What lines of the data below hold the string "حارة"? Copy each one out.

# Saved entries
++++++++++++++++++++
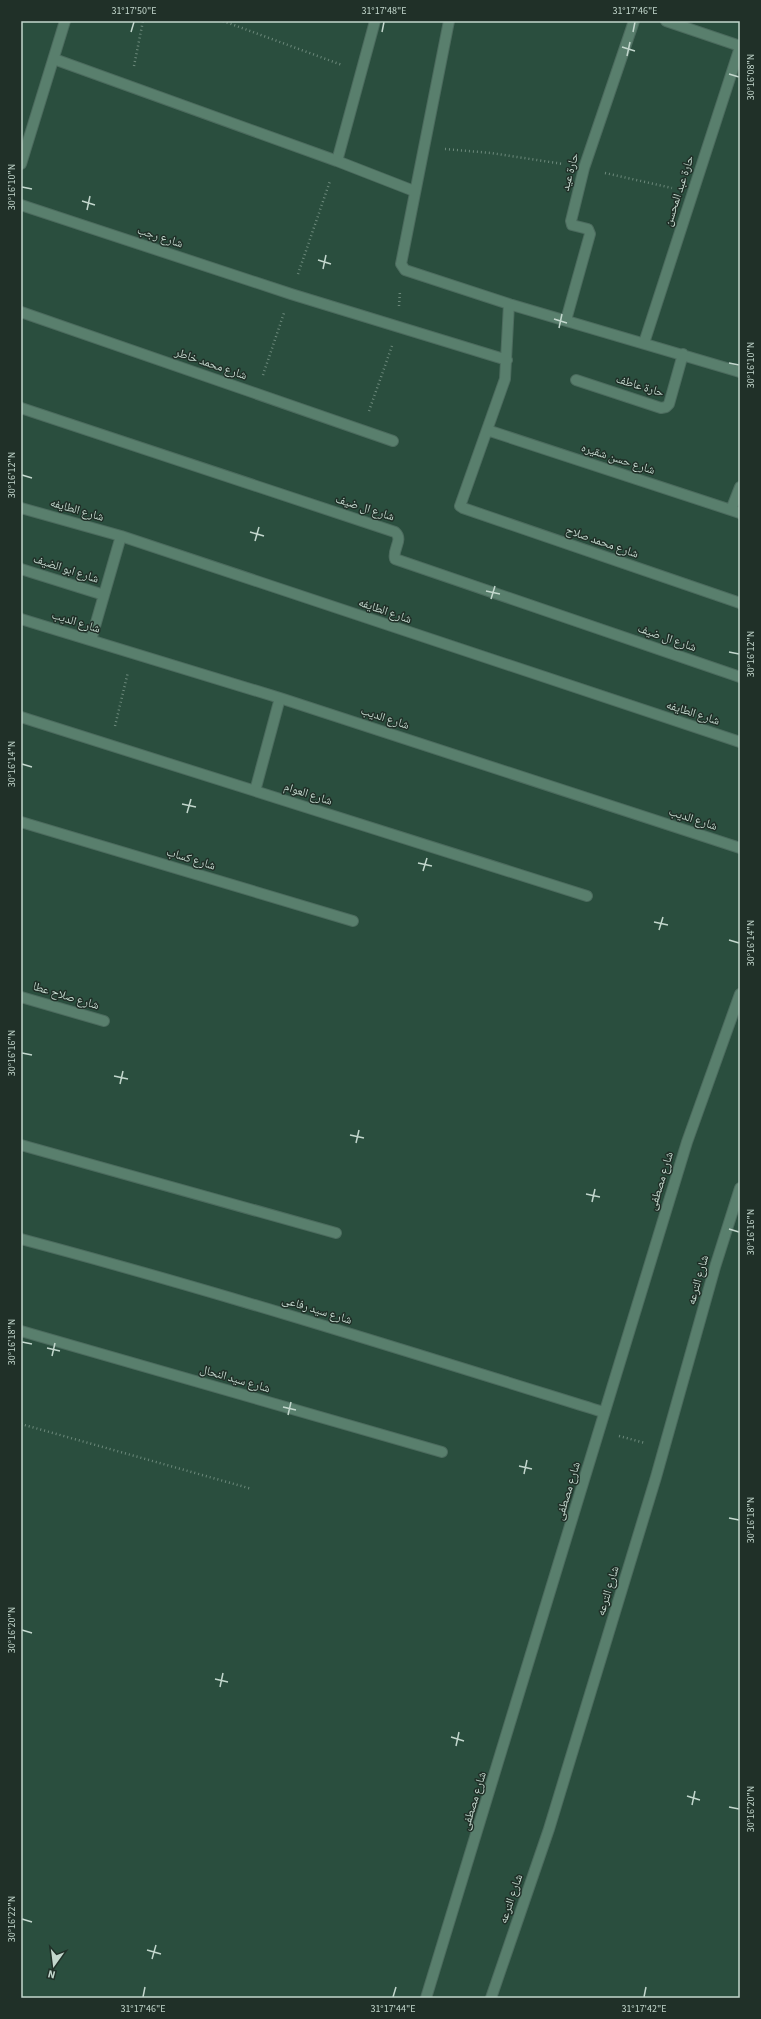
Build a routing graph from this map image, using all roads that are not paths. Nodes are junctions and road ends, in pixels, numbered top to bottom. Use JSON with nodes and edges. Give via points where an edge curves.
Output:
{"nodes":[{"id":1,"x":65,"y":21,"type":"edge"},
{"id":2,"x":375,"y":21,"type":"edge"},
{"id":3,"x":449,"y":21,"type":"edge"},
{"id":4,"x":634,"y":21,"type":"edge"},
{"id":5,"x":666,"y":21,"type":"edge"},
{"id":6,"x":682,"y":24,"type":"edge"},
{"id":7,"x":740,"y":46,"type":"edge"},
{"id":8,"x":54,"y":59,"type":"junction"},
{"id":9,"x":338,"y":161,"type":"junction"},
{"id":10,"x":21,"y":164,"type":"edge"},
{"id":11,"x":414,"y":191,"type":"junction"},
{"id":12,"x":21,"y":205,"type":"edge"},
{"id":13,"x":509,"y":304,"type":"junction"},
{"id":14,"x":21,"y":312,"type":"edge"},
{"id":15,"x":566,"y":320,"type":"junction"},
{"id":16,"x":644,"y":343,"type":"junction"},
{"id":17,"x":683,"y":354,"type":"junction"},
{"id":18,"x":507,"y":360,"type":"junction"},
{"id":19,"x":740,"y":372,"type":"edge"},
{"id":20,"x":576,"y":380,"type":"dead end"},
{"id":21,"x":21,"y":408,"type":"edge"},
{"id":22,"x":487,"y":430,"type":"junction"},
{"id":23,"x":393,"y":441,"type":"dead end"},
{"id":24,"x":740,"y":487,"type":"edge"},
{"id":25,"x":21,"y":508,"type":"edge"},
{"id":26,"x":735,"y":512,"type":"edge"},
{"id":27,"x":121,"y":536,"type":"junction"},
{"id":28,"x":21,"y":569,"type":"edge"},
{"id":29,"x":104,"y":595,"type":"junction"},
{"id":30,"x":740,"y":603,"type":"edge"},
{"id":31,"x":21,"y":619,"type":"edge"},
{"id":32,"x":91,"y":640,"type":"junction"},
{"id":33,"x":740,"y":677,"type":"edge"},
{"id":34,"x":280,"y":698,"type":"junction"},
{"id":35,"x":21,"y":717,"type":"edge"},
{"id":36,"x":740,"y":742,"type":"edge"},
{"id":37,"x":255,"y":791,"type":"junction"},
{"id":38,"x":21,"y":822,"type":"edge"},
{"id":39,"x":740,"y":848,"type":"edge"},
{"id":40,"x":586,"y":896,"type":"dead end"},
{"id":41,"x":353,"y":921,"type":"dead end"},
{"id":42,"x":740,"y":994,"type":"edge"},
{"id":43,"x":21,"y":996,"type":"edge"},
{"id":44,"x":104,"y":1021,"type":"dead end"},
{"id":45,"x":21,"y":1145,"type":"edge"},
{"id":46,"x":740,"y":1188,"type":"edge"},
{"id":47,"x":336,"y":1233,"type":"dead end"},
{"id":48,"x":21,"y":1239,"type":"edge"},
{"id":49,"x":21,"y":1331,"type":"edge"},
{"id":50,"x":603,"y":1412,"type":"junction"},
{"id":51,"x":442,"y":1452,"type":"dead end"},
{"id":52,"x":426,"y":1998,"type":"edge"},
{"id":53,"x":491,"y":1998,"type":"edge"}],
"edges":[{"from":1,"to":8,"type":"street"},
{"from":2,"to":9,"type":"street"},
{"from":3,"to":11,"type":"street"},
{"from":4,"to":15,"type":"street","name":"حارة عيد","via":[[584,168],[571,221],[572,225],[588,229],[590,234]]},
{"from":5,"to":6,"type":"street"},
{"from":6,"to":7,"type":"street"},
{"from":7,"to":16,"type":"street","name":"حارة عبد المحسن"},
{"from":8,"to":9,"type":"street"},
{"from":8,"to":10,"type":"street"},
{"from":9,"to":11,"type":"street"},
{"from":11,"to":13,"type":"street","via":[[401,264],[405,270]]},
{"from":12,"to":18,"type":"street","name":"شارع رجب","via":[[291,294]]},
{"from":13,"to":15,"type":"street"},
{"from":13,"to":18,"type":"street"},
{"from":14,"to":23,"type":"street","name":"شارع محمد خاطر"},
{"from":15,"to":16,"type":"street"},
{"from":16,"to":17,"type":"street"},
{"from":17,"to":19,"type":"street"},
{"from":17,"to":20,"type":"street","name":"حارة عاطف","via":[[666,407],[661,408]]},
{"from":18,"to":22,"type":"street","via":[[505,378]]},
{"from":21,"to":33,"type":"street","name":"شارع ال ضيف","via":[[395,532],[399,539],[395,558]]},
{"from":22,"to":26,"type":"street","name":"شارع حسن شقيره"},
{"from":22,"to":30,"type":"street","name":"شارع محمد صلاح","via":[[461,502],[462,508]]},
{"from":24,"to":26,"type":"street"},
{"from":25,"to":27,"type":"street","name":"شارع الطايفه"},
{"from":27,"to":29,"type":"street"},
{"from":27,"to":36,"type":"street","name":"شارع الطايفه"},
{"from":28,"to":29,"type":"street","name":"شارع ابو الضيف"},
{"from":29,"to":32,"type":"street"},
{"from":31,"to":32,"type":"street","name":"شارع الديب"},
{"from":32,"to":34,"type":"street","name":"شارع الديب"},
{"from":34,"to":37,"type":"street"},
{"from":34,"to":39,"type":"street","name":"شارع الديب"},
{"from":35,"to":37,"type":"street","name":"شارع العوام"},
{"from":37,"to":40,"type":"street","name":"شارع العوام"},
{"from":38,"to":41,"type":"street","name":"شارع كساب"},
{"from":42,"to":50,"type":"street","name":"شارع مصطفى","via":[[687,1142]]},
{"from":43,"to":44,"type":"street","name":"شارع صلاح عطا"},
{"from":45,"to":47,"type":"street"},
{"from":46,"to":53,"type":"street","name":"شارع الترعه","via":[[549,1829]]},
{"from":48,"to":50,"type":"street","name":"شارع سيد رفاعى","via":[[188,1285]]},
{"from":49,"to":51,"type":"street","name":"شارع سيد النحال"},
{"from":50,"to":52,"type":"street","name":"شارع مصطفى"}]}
++++++++++++++++++++
# Reply
{"from":4,"to":15,"type":"street","name":"حارة عيد","via":[[584,168],[571,221],[572,225],[588,229],[590,234]]},
{"from":7,"to":16,"type":"street","name":"حارة عبد المحسن"},
{"from":17,"to":20,"type":"street","name":"حارة عاطف","via":[[666,407],[661,408]]},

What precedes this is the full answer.